What is needed
Count the lines below containing "every"; state the number only.

Data provided
◆ ◆ ◆ ◆ ◆
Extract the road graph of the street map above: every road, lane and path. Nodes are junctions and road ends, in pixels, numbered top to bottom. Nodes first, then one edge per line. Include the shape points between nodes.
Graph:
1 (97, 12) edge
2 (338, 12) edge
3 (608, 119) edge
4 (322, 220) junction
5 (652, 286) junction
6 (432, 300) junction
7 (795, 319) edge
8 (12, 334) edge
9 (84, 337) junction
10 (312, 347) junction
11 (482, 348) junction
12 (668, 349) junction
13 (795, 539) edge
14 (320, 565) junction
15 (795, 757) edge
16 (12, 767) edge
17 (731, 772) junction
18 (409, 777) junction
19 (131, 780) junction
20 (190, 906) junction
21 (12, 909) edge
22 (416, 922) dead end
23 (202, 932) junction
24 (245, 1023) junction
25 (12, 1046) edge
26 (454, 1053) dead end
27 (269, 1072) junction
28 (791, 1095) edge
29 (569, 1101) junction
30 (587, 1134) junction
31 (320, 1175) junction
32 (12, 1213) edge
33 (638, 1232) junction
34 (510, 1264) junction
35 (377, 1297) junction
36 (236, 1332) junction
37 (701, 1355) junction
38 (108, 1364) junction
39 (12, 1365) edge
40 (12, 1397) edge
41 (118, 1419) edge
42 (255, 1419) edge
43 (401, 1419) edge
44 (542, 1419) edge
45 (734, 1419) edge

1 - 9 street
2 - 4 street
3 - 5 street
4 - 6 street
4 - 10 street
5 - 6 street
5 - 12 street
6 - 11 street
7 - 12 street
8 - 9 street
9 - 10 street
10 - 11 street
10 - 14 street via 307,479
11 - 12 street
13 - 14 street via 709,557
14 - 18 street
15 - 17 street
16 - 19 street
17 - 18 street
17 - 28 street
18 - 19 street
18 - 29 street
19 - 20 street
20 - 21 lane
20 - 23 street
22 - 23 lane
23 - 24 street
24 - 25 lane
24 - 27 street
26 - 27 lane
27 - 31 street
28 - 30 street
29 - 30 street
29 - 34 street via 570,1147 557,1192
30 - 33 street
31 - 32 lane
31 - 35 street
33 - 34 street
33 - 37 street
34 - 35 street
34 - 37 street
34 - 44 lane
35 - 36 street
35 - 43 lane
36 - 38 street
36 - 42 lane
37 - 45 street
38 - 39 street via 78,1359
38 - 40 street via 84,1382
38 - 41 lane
◆ ◆ ◆ ◆ ◆
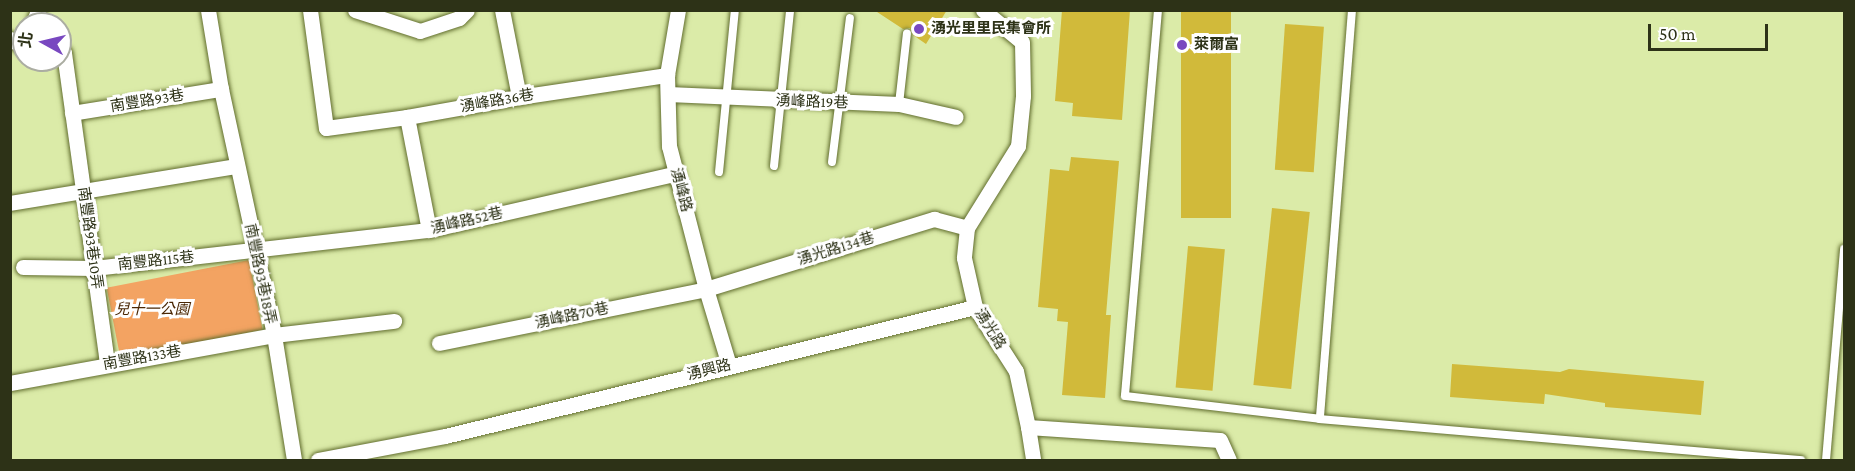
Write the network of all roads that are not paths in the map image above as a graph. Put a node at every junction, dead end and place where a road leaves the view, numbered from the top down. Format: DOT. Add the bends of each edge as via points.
◆ ◆ ◆ ◆ ◆
Exercise response
2